True story: If we expect this from men, why don’t we teach boys about it?

We all want our man to be able to cook and clean the apartment, take an active part in raising children and dance divinely, but sometimes we ourselves do absolutely nothing to make our sons grow up like that. Here’s how to fix it.

Anything that can be considered girly very remotely is prohibited: dance lessons, playing with dolls, increased emotionality and empathy. Then how can we demand from men those character traits that we do not allow to develop in childhood, raises the question of a study published on Scarymommy.

Society generally discourages sensitivity and caring in boys, although they are as natural for most as they are for girls. Boys are living beings with ordinary feelings: they will cry if they are in pain or their heart is broken, until they are told that “they are not behaving like a man.” We do this for them because we are afraid that they will be offended if they go beyond the norms of traditional masculinity.

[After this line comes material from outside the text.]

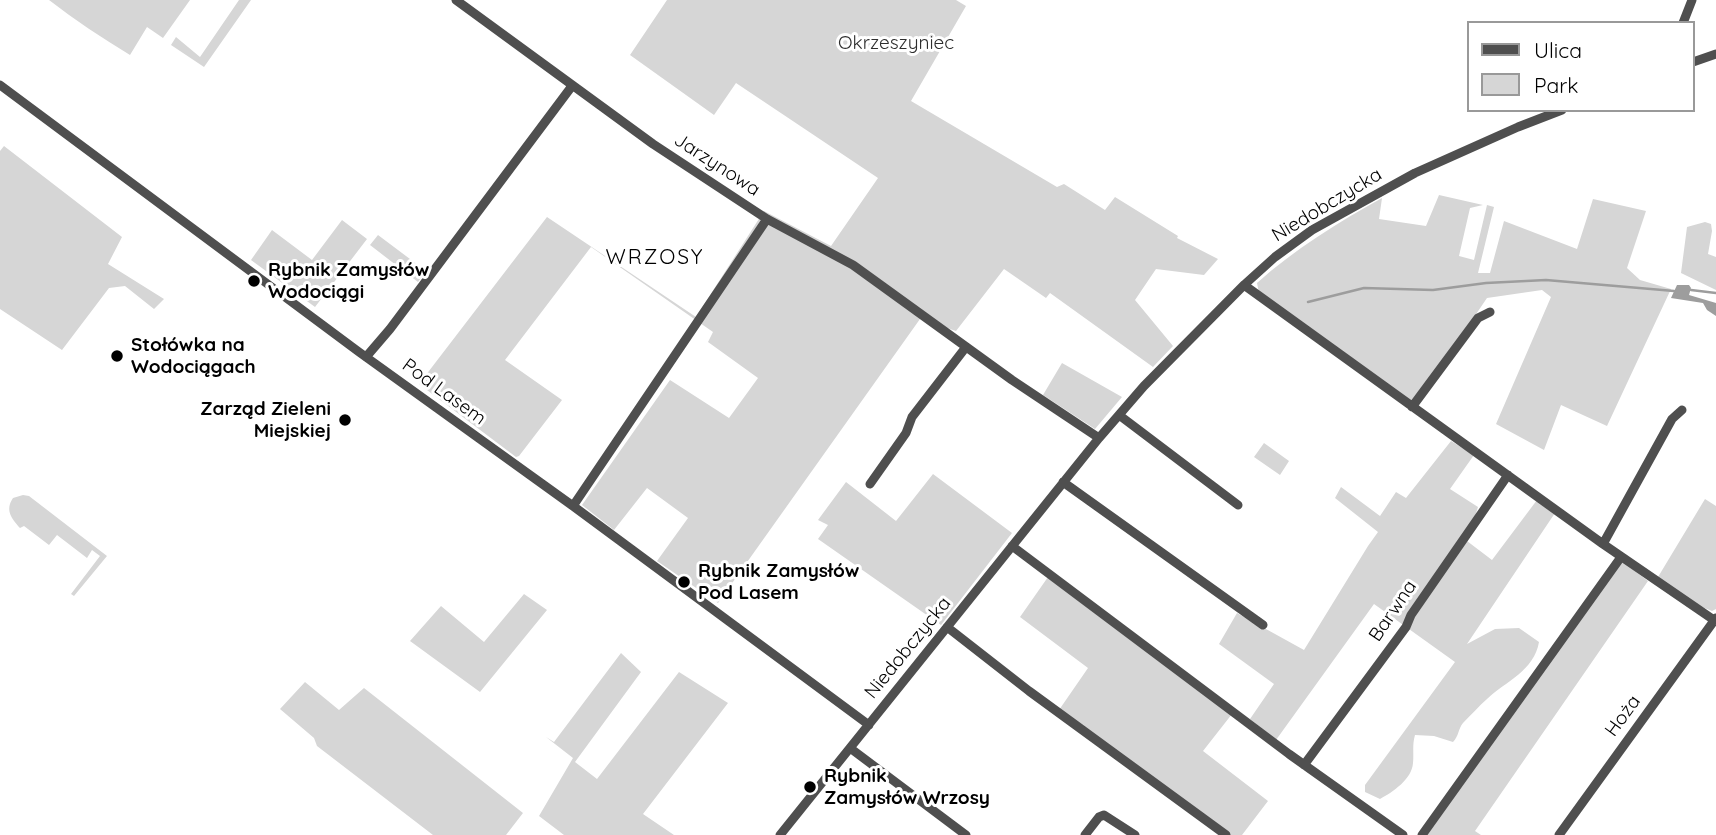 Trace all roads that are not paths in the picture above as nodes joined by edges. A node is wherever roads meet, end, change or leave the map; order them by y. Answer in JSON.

But what’s the use if you don’t give them the chance to grow into the versatile people they deserve? Maybe traditional masculinity should be rethought so that society broadens its definition to include pleasant, calm, caring men?

We spend our time educating men as breadwinners. Leadership and business skills are important to us, which is fine as long as they don’t rule out everything else they could learn. We forget or simply ignore the fact that in addition to employees and bosses, they will also be husbands and fathers. They will spend no less time on interpersonal relationships than on negotiating contracts, but we prepare them for one, but not for another. They are ready to make a career, but their emotional growth is artificially slowed down, and then we wonder why our men cannot be a little nobler and more attentive.

In our culture, boys are taught that feminine qualities are a weakness, and then they expect a man to treat women as equals. We harm our sons and our daughters, future women who will have to endure the consequences of the mistakes of our upbringing.

We read smart books to our kids and download apps to their iPhones so that they have an edge when they go to school. We must give our sons the same advantage if we want them to have the qualities of the very best boyfriends, husbands and fathers, and not press these qualities in the beginning, hoping that they will develop themselves somewhere halfway.

We’re not just growing a workforce. We are raising human children who will one day become adults, with all the associated difficulties and responsibilities.